DATA PROVIDED:
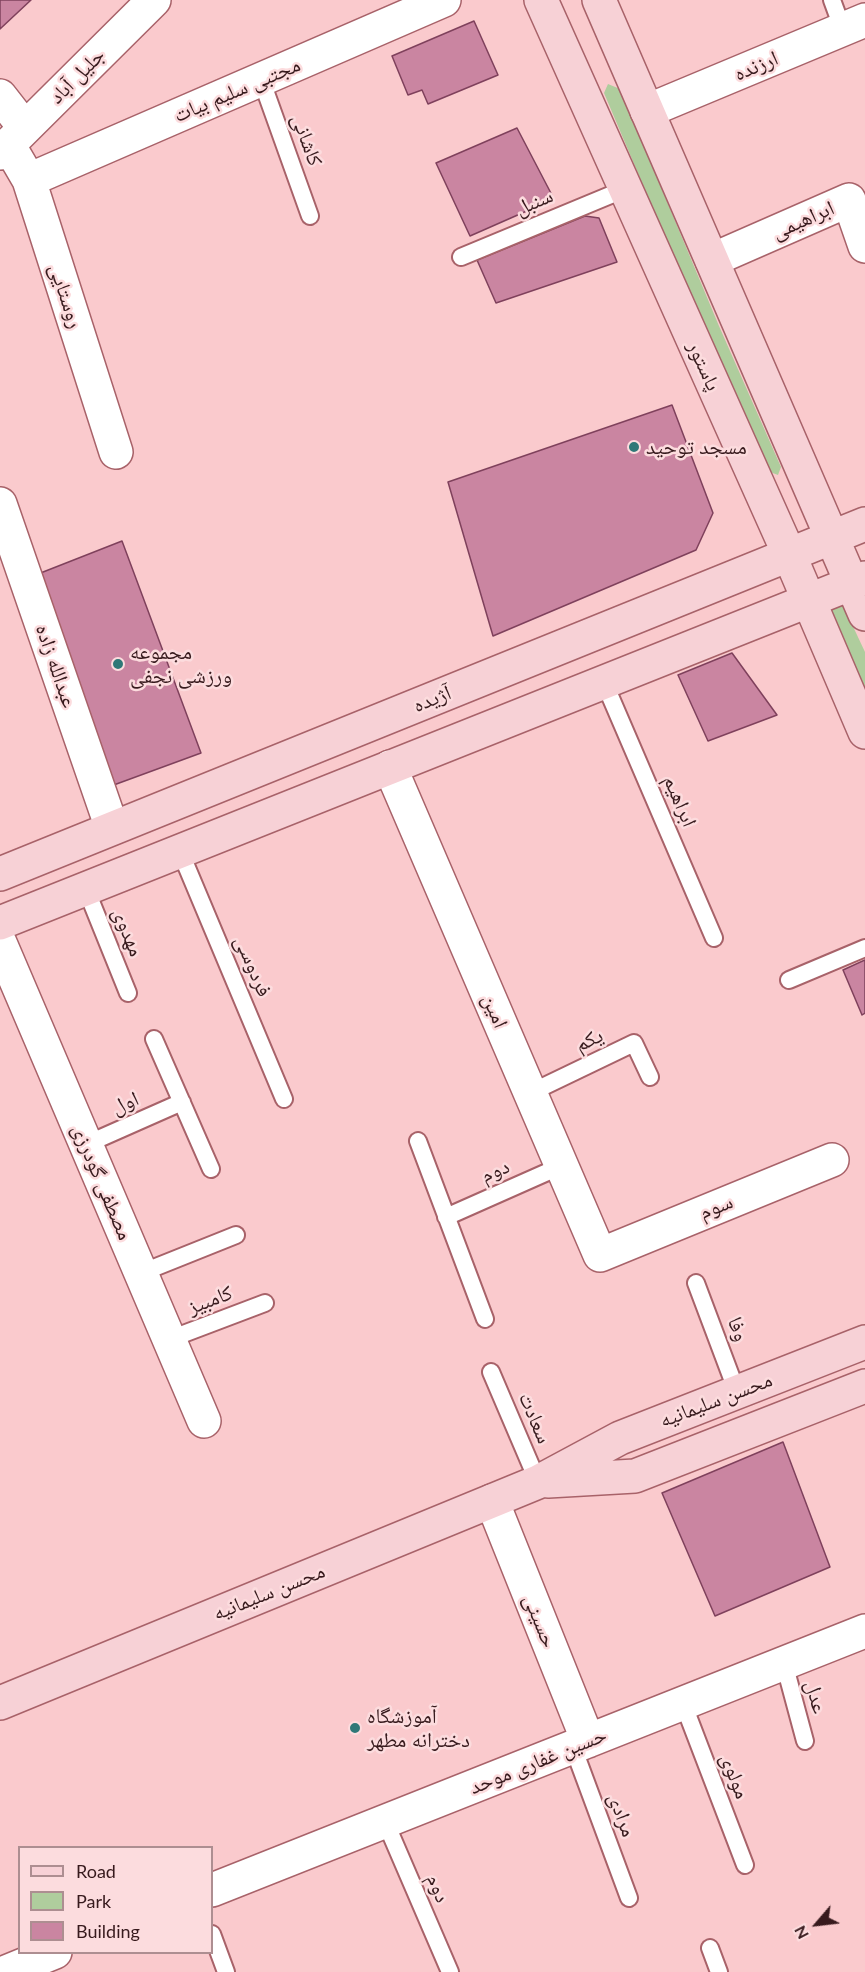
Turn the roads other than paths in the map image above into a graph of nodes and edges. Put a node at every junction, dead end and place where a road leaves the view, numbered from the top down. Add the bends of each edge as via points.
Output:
--
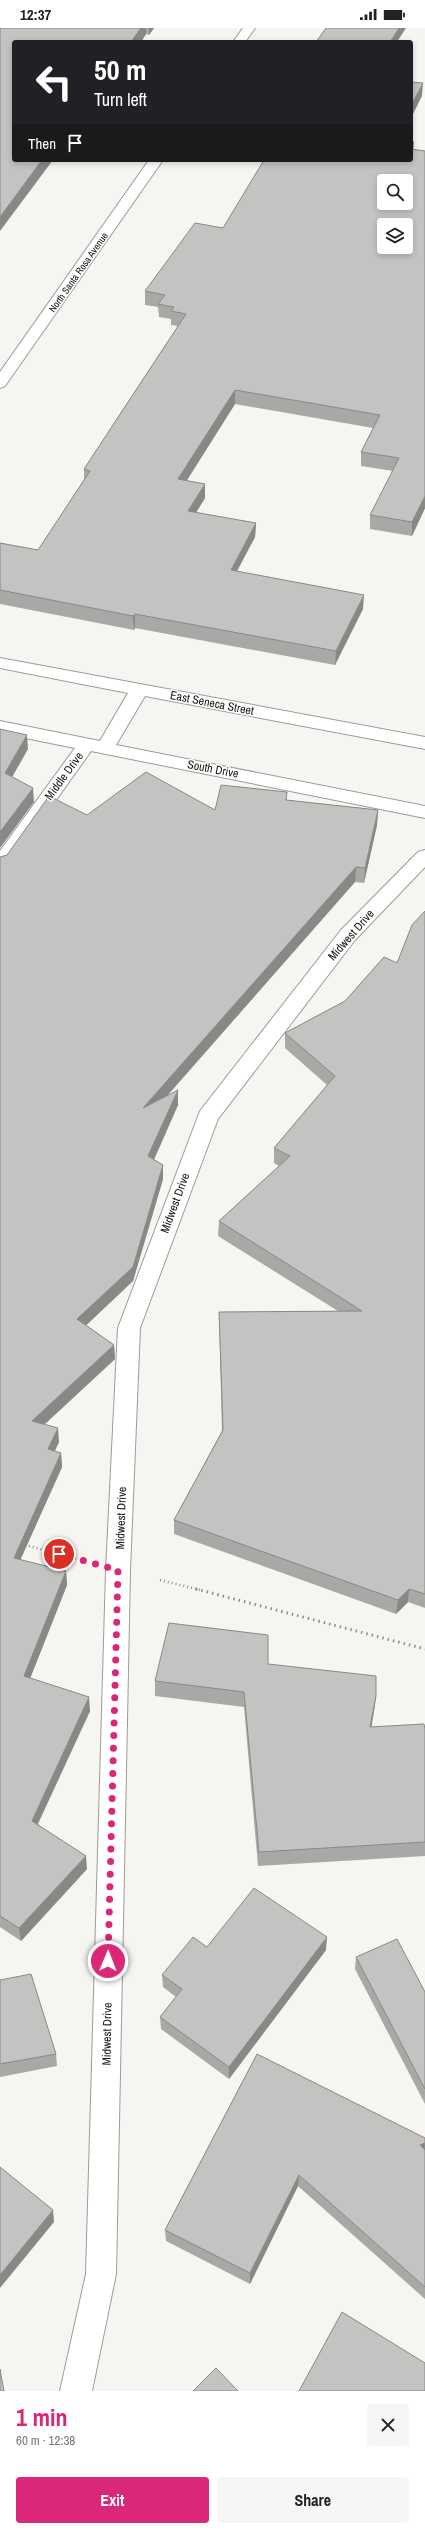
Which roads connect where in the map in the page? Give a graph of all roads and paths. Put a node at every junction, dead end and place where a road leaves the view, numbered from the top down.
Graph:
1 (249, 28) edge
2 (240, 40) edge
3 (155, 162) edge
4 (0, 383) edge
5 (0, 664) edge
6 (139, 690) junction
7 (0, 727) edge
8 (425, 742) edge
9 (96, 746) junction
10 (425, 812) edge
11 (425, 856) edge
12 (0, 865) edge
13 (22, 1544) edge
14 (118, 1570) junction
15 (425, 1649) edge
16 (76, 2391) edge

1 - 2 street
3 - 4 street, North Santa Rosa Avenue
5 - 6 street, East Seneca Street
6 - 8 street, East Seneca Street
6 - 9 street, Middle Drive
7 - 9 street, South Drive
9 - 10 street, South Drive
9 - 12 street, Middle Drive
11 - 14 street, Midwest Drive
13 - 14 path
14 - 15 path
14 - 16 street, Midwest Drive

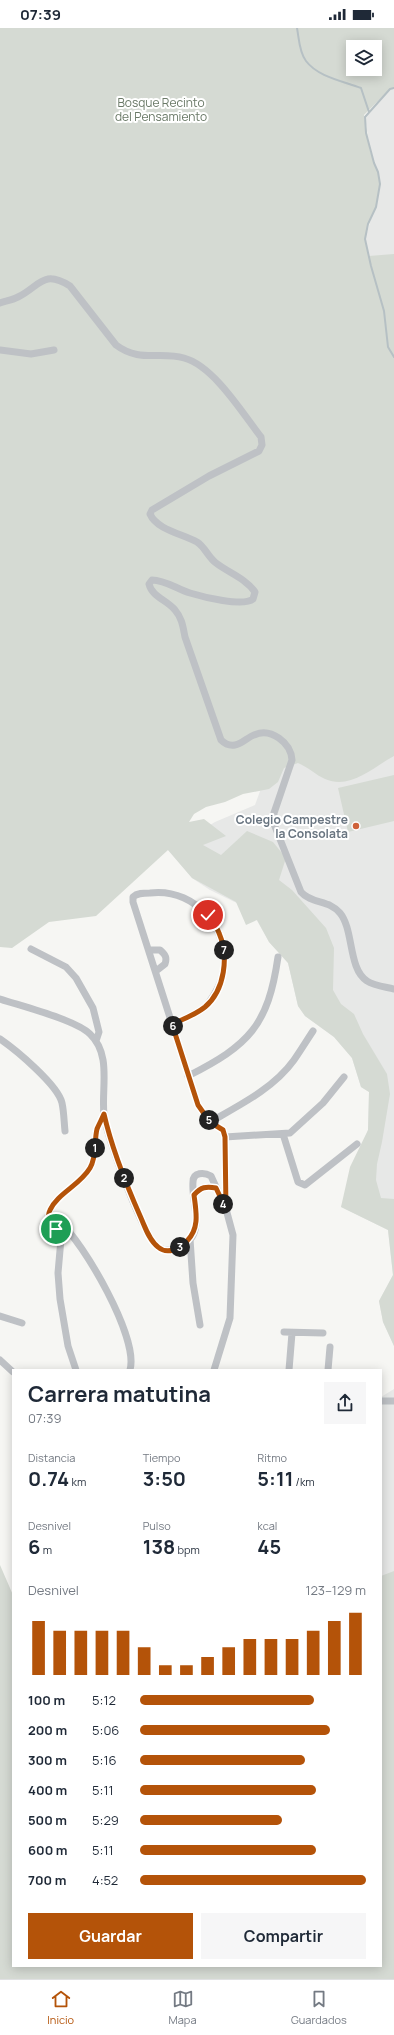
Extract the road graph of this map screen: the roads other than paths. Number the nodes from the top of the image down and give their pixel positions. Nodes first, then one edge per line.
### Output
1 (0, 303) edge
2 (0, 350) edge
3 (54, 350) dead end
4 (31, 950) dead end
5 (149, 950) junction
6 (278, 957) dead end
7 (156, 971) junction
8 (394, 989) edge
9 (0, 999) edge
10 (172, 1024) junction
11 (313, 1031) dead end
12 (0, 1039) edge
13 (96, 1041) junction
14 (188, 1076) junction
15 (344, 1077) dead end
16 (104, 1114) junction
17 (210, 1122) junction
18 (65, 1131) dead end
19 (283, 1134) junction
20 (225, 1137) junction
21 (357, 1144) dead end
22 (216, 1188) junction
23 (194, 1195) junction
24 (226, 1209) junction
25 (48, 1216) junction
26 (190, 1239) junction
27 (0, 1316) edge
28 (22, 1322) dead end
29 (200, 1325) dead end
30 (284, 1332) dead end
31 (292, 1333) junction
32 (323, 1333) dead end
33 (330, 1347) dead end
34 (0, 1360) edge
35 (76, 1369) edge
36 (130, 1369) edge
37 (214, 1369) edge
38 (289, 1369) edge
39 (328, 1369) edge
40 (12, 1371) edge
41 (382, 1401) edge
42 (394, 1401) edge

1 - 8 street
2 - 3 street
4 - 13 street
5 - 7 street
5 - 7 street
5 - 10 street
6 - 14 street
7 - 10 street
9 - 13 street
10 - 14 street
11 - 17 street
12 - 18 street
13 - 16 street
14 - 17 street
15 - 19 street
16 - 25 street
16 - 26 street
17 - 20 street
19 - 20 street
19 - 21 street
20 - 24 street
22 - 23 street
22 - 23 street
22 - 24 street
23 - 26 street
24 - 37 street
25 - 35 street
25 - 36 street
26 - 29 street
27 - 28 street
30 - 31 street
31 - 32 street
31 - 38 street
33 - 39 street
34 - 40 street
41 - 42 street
---
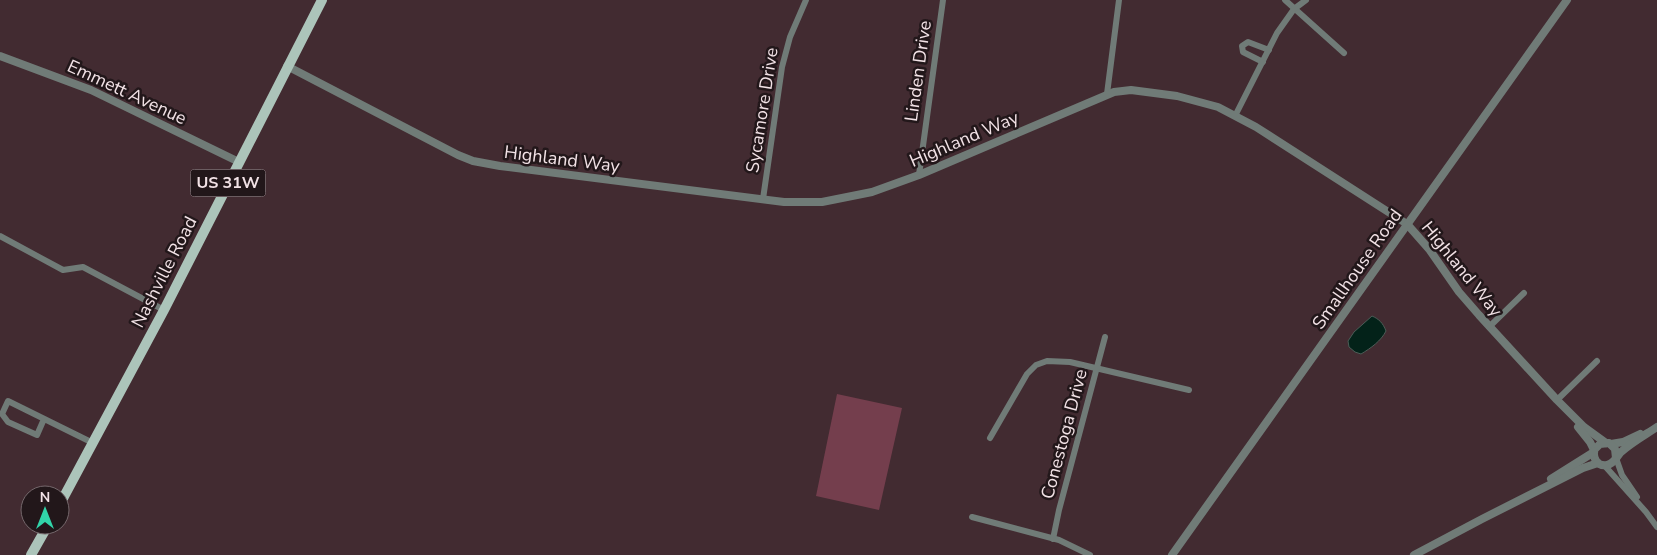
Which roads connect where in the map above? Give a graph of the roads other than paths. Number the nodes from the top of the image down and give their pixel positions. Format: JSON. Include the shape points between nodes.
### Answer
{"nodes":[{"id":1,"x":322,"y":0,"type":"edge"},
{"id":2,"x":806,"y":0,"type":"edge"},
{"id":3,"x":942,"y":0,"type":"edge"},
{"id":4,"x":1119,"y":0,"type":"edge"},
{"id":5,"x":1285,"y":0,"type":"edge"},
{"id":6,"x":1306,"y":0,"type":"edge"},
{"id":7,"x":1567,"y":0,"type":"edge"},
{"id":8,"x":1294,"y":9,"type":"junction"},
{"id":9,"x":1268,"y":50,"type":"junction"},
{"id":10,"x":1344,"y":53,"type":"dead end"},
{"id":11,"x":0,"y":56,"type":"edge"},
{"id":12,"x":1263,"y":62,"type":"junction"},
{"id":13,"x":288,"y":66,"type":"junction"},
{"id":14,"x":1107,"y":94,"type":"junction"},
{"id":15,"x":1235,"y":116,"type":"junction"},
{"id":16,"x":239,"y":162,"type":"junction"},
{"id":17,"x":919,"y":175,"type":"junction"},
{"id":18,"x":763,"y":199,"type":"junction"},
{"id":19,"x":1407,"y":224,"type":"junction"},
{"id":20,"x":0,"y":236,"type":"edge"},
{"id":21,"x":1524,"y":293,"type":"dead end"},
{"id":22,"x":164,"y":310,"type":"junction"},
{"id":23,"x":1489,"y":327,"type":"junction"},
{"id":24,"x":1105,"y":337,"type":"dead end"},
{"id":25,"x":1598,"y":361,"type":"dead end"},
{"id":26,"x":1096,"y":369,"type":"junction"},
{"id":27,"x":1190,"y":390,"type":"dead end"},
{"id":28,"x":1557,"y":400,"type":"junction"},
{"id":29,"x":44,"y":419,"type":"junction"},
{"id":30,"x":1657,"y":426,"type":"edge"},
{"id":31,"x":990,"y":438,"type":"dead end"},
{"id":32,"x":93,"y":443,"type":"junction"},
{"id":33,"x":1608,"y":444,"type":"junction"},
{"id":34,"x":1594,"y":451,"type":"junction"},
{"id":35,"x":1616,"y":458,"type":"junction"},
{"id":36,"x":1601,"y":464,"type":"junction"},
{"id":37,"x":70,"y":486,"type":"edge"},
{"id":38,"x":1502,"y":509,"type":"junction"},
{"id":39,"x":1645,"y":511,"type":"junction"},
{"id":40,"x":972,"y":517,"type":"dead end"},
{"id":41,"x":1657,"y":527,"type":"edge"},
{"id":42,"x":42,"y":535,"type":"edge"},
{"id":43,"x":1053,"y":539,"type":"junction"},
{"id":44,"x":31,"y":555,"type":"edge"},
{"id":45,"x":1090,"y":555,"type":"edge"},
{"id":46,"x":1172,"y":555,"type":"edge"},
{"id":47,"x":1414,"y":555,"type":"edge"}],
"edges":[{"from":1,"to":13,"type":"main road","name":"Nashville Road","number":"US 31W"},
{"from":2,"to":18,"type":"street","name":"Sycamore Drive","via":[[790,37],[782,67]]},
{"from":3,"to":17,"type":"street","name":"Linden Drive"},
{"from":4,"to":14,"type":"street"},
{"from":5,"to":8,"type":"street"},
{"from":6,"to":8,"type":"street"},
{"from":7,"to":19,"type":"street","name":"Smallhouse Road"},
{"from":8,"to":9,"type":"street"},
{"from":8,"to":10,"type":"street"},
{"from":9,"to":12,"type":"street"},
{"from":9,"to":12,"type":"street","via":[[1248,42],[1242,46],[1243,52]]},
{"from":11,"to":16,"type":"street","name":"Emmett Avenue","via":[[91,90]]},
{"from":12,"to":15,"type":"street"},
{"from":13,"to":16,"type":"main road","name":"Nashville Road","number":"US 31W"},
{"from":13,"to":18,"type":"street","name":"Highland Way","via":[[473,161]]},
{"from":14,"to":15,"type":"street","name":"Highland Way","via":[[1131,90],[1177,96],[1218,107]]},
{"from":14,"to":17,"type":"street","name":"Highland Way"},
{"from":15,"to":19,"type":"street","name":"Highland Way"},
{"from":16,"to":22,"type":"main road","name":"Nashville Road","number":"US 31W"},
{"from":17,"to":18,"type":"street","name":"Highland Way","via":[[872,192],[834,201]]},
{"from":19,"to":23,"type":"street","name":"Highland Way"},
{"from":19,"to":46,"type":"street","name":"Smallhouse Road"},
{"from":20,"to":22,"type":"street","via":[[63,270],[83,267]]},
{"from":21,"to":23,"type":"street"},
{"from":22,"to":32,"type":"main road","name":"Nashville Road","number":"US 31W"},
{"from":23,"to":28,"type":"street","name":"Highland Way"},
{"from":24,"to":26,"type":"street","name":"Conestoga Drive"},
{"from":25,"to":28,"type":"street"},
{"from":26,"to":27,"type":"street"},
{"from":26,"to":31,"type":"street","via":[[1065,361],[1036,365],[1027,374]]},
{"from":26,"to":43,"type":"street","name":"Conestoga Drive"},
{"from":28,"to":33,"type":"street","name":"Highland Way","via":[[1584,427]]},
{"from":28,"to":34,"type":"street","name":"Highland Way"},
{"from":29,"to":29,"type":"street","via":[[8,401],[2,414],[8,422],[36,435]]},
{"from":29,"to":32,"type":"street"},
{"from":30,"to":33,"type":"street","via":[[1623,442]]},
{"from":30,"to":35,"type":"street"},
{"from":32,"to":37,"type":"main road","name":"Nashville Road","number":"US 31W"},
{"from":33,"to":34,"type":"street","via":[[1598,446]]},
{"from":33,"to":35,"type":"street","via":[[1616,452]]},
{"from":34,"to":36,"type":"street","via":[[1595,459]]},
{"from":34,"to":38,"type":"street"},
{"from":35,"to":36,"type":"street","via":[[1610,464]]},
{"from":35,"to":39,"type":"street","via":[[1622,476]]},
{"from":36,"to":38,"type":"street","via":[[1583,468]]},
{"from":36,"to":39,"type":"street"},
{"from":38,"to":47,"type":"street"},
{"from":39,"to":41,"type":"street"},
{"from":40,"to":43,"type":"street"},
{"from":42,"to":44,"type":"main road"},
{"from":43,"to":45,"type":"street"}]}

EXERCISE DETAILS: Only the lines above from the one with "Which roads connect where in the map in" to the one with "Extract the road" should be printed, both included and exactly as written; no picture belongs in the copy.

ANSWER TO THIS PROBLEM:
Which roads connect where in the map in the page? Give a graph of all roads and paths. Put a node at every junction, dead end and place where a road leaves the view, numbered from the top down.
Graph:
1 (249, 28) edge
2 (240, 40) edge
3 (155, 162) edge
4 (0, 383) edge
5 (0, 664) edge
6 (139, 690) junction
7 (0, 727) edge
8 (425, 742) edge
9 (96, 746) junction
10 (425, 812) edge
11 (425, 856) edge
12 (0, 865) edge
13 (22, 1544) edge
14 (118, 1570) junction
15 (425, 1649) edge
16 (76, 2391) edge

1 - 2 street
3 - 4 street, North Santa Rosa Avenue
5 - 6 street, East Seneca Street
6 - 8 street, East Seneca Street
6 - 9 street, Middle Drive
7 - 9 street, South Drive
9 - 10 street, South Drive
9 - 12 street, Middle Drive
11 - 14 street, Midwest Drive
13 - 14 path
14 - 15 path
14 - 16 street, Midwest Drive

Extract the road graph of this map screen: the roads other than paths. Number the nodes from the top of the image down and give their pixel positions. Nodes first, then one edge per line.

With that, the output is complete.